→ TASK BRIEF: Check the material that follows for the word "Bravo" and say how many lines contain it, with no other words.
======
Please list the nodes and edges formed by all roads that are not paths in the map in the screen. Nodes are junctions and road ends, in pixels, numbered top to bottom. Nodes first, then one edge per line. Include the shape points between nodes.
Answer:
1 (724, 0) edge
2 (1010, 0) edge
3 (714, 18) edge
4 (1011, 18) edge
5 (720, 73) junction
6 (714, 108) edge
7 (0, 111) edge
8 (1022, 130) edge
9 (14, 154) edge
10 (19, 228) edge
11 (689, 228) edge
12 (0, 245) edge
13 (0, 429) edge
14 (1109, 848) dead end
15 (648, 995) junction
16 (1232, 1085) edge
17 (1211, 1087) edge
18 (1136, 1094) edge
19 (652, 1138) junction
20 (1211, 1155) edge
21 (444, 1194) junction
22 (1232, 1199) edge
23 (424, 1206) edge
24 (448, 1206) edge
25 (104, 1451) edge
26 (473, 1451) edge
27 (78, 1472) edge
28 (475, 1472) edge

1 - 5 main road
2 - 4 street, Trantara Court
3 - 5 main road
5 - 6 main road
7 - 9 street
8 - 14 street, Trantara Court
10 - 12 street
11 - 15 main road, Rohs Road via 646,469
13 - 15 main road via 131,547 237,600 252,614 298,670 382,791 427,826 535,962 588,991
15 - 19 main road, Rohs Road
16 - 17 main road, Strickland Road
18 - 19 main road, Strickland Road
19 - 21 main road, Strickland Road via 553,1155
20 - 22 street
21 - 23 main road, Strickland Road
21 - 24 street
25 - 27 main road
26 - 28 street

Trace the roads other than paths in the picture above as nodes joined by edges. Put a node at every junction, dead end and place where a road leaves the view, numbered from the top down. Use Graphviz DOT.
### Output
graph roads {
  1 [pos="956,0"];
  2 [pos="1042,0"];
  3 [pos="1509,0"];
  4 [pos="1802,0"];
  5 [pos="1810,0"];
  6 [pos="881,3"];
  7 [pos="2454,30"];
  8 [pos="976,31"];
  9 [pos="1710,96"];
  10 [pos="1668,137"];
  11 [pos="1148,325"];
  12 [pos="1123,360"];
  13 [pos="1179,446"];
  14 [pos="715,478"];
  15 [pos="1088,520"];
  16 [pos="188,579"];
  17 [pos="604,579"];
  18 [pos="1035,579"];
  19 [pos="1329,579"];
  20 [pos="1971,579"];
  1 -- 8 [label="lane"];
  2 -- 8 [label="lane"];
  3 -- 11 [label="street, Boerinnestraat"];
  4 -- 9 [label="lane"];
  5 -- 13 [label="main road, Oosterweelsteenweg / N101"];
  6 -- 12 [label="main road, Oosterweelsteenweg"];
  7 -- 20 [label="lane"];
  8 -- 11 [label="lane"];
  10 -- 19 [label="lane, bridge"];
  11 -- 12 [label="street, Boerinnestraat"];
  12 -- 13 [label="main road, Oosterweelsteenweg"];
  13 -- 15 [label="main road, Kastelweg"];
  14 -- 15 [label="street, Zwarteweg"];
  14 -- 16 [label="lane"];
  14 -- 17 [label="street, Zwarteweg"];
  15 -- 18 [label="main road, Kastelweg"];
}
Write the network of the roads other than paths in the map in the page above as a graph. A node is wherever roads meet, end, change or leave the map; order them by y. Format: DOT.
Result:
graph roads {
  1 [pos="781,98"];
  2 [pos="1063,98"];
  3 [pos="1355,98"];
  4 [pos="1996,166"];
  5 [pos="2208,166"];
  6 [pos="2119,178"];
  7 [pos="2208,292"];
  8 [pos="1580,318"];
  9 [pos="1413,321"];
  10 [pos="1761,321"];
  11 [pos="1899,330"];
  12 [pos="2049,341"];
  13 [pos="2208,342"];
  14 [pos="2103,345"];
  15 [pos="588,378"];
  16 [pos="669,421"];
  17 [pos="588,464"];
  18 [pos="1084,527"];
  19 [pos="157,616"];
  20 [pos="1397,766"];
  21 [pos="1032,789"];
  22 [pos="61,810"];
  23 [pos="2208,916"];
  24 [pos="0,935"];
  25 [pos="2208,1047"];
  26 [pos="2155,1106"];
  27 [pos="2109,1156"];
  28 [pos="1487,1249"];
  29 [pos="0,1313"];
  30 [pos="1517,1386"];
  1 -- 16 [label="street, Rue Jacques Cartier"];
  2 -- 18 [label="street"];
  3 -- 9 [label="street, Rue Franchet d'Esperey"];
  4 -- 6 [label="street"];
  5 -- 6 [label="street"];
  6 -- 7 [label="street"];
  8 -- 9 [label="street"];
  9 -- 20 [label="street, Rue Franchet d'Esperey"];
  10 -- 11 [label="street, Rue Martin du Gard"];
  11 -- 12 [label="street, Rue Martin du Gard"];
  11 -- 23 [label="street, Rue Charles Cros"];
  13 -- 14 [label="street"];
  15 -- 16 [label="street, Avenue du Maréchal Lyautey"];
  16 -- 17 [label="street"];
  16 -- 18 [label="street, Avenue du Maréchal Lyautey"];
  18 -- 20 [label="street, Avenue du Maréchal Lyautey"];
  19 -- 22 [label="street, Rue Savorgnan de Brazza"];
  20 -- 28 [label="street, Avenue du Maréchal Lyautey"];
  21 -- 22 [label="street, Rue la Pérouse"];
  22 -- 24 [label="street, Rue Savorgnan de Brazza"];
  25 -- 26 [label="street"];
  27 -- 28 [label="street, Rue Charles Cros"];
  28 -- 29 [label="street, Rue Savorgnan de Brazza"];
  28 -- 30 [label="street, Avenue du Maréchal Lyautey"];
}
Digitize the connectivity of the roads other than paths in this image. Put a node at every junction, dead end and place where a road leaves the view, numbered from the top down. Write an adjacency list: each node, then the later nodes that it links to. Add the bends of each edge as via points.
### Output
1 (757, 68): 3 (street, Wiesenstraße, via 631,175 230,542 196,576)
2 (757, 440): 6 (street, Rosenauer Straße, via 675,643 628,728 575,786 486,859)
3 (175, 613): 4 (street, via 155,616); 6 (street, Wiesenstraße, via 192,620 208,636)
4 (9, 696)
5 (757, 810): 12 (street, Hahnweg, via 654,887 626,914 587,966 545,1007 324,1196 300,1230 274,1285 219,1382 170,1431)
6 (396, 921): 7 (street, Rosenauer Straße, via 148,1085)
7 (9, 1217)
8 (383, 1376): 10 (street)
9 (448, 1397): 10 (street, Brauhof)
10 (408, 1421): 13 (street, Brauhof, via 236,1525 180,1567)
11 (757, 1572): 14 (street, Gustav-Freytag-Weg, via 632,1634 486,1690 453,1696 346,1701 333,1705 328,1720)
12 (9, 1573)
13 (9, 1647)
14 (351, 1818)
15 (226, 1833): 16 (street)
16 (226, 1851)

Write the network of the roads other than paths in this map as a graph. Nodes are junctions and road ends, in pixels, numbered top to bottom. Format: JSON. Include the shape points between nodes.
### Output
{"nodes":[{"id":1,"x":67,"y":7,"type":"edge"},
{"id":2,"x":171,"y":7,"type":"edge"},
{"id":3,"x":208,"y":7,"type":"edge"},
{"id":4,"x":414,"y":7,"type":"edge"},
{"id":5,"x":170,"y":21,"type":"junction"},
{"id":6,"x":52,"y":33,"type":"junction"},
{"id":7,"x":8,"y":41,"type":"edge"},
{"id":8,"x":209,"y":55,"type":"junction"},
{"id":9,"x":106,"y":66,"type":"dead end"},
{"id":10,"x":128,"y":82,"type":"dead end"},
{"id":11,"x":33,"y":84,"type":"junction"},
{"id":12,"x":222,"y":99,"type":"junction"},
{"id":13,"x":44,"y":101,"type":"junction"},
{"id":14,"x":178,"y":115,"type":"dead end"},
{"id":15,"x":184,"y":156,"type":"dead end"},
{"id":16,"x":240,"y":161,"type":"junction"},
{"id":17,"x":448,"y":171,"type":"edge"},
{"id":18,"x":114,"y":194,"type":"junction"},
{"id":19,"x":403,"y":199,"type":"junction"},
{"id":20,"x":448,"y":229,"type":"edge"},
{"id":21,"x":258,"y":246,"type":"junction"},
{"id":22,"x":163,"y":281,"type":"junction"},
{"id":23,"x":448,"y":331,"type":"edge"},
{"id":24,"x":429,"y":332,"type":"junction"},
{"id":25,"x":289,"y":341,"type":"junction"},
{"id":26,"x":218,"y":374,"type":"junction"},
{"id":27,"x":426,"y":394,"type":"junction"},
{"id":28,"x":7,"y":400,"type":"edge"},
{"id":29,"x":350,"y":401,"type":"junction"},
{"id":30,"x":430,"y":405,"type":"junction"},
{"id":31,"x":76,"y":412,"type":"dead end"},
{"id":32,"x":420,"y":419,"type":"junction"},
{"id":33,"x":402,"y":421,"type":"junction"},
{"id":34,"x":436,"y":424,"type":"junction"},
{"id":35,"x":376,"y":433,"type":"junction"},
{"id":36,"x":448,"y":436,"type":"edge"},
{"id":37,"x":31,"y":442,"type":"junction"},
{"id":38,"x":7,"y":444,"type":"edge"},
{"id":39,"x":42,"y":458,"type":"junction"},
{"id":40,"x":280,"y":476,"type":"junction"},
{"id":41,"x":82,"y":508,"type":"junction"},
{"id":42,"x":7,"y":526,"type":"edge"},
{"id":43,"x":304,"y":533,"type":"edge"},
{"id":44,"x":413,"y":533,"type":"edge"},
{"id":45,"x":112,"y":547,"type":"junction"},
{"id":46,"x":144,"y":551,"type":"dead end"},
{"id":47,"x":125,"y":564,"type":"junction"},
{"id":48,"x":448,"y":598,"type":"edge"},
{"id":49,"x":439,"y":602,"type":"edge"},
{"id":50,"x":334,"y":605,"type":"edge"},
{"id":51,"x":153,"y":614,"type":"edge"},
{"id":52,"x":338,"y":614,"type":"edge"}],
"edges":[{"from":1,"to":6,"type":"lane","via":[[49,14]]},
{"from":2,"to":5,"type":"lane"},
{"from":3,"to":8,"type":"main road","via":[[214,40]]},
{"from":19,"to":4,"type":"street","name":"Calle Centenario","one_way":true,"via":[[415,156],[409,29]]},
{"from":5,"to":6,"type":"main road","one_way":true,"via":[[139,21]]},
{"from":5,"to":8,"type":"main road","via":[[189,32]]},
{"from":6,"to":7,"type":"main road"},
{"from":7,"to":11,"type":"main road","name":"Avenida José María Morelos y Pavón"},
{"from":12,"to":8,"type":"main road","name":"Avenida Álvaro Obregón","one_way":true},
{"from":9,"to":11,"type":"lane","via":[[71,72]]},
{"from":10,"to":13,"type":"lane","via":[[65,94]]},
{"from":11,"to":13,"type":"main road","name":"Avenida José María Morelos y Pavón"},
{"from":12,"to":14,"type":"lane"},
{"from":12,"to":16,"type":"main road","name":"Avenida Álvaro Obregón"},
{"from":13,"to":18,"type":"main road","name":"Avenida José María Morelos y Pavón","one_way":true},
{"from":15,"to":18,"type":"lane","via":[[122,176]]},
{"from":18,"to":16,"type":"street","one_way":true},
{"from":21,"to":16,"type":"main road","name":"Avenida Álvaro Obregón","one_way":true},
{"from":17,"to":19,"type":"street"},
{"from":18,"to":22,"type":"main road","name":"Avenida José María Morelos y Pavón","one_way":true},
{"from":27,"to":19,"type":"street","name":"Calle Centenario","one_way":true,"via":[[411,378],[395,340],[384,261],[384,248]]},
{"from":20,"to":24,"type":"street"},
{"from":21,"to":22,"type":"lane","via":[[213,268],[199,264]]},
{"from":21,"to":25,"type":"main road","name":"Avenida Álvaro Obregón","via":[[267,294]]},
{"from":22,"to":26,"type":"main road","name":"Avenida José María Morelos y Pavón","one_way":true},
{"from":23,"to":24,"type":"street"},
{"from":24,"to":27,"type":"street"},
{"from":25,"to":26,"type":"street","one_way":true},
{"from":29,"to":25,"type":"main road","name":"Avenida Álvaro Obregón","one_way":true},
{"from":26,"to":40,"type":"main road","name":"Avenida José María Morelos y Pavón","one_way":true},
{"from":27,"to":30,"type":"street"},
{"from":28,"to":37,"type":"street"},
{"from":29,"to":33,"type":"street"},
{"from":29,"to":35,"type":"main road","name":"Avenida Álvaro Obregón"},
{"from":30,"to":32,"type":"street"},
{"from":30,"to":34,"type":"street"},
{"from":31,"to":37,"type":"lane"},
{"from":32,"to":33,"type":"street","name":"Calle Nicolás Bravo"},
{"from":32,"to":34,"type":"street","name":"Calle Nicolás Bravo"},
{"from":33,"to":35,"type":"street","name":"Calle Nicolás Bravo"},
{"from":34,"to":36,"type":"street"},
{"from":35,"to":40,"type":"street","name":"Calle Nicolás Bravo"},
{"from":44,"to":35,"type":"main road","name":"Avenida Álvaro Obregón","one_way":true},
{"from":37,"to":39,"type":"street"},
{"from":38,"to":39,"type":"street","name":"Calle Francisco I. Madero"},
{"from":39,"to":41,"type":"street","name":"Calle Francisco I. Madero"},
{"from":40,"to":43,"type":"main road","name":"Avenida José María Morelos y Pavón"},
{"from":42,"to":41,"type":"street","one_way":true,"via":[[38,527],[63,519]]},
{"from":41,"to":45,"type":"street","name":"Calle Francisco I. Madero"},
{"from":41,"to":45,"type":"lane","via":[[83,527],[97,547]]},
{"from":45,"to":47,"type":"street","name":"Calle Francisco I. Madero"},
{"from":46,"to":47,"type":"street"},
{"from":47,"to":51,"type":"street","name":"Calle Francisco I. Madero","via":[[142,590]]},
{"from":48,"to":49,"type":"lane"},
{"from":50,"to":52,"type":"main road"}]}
======
→ REPLY: 4